Toutes les études concordent pour montrer que le risque de méningiome est proportionnel à la dose cumulée (dépendant de la durée de traitement et du dosage quotidien).

Les méningiomes développés sous ACP (ANDROCUR) présentent des particularités cliniques et radiologiques.

Ils se développent chez des patientes en moyenne plus jeunes (48 ans), sont dans 50 % des cas multiples, et sont développés au niveau des étages antérieur et moyen de la base du crâne (risque spécifique multiplié par 47) [4], [39], [42]. L’analyse histologique des méningiomes développés sous ACP montre qu’il s’agit de méningiomes de grade I, exprimant dans 98 % des cas les récepteurs à la progestérone. D’autre part, leur analyse moléculaire a montré une très nette surreprésentation des mutations de PIK3CA (35 % versus 7 % dans les séries sans ACP), et de TRAF7, et l’absence de méningiome muté NF2 [42]. Cette modification du profil mutationnel suggère un modèle biologique spécifique de développement des méningiomes hormono-dépendants. Elle reflète les mécanismes en jeu dans d’autres cancers hormono-dépendants, puisque des mutations de PIK3CA sont rencontrées dans les adénocarcinomes endométriaux ou mammaires présentant des récepteurs aux hormones sexuelles [43].

Après arrêt du traitement par ACP, environ 70 à 80 % des méningiomes se stabilisent ou régressent. Des cas de régression spectaculaire ont été rapportés, sans doute en lien avec une diminution très significative de la vascularisation (Fig. 1) [44]. Par ailleurs, le risque de développer un méningiome diminue significativement un an après l’arrêt de l’ACP, puisqu’il est estimé à 1,8 dans le groupe de patientes exposées au long cours [4].

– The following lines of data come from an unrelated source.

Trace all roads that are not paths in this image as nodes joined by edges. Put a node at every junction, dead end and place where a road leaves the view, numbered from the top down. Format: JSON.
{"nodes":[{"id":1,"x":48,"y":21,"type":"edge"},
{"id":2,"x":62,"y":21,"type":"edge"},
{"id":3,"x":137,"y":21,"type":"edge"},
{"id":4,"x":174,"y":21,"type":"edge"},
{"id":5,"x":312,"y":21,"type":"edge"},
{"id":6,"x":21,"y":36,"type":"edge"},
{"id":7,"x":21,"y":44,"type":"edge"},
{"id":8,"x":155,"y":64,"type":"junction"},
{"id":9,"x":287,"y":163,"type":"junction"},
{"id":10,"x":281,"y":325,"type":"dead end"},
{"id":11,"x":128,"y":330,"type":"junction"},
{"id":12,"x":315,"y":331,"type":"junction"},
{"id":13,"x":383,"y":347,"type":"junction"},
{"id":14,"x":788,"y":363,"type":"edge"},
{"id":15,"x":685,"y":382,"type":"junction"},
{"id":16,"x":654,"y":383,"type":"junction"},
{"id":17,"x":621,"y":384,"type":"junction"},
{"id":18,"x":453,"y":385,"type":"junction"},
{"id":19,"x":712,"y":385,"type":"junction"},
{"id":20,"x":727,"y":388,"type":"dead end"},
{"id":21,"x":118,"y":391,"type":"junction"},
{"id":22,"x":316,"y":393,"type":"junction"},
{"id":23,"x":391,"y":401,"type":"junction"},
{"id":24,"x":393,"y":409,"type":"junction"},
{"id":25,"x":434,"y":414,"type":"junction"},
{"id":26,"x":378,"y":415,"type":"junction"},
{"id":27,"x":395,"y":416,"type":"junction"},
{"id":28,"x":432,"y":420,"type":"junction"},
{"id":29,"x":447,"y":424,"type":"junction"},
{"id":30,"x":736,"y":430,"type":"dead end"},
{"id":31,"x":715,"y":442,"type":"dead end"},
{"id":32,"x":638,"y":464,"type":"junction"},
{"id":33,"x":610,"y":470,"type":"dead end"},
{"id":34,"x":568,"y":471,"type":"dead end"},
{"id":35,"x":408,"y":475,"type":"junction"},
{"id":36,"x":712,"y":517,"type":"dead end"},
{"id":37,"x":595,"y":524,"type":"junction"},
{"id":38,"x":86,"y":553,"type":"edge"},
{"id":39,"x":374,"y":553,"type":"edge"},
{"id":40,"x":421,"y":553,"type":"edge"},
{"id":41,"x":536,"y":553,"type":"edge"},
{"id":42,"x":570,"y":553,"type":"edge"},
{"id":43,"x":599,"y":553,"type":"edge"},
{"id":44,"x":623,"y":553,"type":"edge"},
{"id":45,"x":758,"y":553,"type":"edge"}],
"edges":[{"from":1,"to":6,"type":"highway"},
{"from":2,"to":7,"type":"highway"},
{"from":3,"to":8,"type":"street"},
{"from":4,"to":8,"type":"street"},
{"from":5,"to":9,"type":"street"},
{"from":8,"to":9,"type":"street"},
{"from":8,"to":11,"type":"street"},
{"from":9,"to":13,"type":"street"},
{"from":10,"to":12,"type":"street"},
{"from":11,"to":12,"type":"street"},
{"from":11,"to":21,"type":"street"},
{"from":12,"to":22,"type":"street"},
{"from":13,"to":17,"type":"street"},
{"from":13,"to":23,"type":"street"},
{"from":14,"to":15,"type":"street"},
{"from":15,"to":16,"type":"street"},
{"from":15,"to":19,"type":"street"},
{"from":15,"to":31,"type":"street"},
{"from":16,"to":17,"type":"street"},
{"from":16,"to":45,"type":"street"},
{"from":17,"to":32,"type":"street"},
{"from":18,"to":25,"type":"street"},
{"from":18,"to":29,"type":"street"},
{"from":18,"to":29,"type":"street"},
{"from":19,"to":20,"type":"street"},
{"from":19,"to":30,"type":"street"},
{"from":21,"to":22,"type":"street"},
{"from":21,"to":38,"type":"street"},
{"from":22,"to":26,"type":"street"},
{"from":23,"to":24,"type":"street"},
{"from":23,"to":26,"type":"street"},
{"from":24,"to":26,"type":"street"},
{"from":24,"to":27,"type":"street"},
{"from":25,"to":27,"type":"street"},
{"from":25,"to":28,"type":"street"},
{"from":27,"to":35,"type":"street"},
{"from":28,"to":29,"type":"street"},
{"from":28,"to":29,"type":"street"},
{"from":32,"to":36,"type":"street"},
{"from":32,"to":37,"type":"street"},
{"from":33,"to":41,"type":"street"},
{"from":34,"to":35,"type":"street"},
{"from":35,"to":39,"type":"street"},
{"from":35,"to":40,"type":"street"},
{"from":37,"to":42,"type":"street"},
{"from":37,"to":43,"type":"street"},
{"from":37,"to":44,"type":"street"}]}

Fig. 1. Exemple de régression d’un méningiome de l’aile sphénoïdale gauche après arrêt de l’acétate de cyprotérone (ACP). Les différents examens d’IRM montrent une décroissance volumétrique de 300 % en un an, associée à une diminution de l’œdème péri-lésionnel sur les séquences FLAIR. La patiente a présenté par ailleurs une amélioration significative de la symptomatologie.

Récemment, des cas de méningiomes ont été rapportés chez des patientes sous traitement par acétate de chlormadinone (Lutéran) ou acétate de nomegestrol (Lutényl) dans le cadre du traitement de pathologies gynécologiques comme l’endométriose ou les troubles du cycle menstruel [45], [46]. Un rapport récent de l’ANSM conclut sur la base des déclarations de pharmacovigilance à un risque multiplié par 3,4 et 3,3 respectivement pour les femmes exposées plus de 6 mois, avec une forte relation dose-effet. Il est estimé que le nombre de femmes opérées de méningiomes attribuables à ces molécules est de 100 cas par an [47].

Ces études ont abouti à des recommandations spécifiques concernant la prescription de ces molécules, d’autant plus que la plupart des patientes bénéficiaient de ces traitements hors-AMM comme le traitement de l’acné ou la contraception orale [41]. Elles associent des restrictions d’AMM, l’obligation de faire figurer sur la notice le risque de méningiomes, et une surveillance particulière chez patientes sous traitement (cf. chapitre traitement).